Food Network? crying.
cat looking adorably at me? crying.
Hallmark commercial on tv? sobbing like a freak of nature. i produce so much liquid that i could create my own rain forest.

not now.
now i'm as mad as hell, and i have to grin and bear it.

yesterday, when i got home, after checking our messages, i found that the assistant manager for the complex - aka Sloshy, had called.
we call him that because you have to catch him before 11 am, or look for him spending time with Jack and Bud.

as in Daniels and Weiser.

he was letting us know the plumber was coming to fix a leaky pipe under Husband's sink.

oh happy day! this means i can get all the Husband's bathroom crap...er...accessories, out of the living room and back under his sink.

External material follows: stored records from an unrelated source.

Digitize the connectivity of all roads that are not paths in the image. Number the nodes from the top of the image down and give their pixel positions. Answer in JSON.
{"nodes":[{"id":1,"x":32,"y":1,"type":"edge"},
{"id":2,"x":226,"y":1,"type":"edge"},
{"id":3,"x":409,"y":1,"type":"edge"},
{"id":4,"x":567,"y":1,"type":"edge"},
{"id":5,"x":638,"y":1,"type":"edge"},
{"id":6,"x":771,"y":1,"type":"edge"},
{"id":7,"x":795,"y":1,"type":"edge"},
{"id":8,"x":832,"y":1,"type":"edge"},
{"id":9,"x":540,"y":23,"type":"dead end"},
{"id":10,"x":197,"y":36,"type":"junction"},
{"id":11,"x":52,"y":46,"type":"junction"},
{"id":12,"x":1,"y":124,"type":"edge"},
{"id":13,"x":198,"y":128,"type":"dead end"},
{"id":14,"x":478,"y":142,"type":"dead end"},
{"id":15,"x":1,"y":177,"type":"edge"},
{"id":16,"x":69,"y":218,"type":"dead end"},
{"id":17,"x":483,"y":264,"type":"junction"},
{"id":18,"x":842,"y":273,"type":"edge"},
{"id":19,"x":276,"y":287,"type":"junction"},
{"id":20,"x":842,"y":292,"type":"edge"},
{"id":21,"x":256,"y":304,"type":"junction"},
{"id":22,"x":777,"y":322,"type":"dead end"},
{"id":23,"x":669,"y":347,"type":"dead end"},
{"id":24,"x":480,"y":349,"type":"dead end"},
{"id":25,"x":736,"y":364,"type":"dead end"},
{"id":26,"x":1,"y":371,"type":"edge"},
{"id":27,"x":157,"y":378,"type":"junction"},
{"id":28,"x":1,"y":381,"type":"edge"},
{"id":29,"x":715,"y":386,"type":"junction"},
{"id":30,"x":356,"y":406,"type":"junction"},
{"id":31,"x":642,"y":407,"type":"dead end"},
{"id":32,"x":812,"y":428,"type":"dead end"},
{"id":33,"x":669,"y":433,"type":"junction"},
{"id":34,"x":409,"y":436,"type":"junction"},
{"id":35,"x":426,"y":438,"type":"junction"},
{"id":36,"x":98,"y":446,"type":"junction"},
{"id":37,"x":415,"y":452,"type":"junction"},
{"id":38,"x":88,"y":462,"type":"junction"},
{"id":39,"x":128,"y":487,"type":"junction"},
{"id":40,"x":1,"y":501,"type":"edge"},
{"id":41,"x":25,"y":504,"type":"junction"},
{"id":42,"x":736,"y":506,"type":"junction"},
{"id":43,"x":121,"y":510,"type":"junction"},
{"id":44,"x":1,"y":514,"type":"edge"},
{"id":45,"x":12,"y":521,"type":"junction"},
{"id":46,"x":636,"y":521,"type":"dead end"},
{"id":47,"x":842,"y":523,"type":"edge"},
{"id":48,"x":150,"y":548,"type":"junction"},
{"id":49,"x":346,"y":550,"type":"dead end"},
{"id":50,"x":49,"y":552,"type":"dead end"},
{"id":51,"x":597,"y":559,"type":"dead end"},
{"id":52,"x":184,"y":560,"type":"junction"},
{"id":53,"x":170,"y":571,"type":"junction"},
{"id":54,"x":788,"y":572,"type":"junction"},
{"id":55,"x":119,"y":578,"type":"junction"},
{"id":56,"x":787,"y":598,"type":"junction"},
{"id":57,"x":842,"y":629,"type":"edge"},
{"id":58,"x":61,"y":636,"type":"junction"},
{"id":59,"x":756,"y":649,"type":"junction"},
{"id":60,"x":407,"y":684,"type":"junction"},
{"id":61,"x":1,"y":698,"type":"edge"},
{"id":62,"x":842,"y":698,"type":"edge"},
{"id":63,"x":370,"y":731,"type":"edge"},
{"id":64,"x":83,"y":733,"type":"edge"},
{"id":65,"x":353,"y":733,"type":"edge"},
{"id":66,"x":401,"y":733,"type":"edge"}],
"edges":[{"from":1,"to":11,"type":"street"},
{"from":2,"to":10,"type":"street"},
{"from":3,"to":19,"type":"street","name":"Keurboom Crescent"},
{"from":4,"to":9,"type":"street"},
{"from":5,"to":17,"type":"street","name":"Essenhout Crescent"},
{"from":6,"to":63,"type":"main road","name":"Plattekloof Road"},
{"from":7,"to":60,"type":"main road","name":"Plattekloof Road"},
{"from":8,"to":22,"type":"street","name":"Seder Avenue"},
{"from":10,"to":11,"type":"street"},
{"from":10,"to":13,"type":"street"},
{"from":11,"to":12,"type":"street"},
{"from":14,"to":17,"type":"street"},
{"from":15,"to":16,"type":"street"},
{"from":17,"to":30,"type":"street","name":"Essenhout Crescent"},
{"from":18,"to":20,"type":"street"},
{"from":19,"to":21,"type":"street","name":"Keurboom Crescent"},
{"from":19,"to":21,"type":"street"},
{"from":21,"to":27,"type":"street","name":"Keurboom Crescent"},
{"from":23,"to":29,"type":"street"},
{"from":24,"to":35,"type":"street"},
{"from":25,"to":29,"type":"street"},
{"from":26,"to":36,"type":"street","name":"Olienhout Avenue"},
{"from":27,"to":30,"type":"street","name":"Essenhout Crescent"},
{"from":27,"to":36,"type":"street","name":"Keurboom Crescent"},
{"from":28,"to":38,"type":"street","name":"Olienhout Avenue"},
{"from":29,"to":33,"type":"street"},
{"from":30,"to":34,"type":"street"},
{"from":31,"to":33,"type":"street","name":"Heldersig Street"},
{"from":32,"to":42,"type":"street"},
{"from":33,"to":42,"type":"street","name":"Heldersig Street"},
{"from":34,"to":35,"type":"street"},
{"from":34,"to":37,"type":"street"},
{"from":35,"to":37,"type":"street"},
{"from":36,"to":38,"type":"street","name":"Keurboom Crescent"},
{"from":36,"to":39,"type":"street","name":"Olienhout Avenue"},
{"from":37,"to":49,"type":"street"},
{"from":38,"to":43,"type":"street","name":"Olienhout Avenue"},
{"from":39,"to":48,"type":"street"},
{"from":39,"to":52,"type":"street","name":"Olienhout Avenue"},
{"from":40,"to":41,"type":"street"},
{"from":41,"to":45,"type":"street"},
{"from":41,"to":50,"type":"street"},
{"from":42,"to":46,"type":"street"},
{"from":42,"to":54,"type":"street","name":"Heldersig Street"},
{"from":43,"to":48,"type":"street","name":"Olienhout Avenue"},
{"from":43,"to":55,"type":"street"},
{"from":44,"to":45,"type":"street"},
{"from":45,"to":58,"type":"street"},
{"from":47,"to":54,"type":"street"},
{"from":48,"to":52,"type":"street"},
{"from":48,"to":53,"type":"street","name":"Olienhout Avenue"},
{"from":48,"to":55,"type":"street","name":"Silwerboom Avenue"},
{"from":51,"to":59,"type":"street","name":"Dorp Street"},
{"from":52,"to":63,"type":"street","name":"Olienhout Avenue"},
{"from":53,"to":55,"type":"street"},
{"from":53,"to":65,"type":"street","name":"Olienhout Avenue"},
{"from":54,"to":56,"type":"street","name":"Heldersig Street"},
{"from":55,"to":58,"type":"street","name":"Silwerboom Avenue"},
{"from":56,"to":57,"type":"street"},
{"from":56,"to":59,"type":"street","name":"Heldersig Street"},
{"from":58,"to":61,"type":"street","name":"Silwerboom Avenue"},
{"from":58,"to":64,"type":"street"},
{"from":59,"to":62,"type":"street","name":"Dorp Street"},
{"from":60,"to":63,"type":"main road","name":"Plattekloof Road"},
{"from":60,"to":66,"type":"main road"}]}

i head on in his bathroom and the first thing i notice is that our bath mat is in his sink.
and it's sopping wet.

interesting. so i checked Husband's bath towel and hand towel. nope. dry.

well, OK. one thing wet ain't too bad. i hang it up and walk out. past my towel. my wet towel.

what th'?!

now remember: i've skipped the P and headed straight into MSland. and woe be unto those that must face my wrath.
in this case, it's our assistant manager.

so what's the deal, i say. they can make a mess of water and use my towels to clean up after themselves? and not even leave a freaking note?! and now i've got to do laundry and they're not even going to leave a note?!

he just stared at me from within Budland.

i know. completely unreasonable. and so not my usual reaction. but with the crap going on at work (i keep telling myself just a few more days, a few more days and THE BOSS COMES BACK!!!) between the usual stuff to deal with and people i need to document every mistake they make (some people are on corrective counseling...a step we use to document everything we and they do so if they are fired, we have a good case to protect ourselves), having a temporary worker released (because she kept coming in late and not making up her time), planning a shower (and trying to get money out of people - don't get me started on some people who won't tell me if they're planning on participating or not) and trying to not get mad/hurt at people in the group who constantly go to other supervisors to ask for days off instead of asking me...

is that the longest paragraph ever? yikes.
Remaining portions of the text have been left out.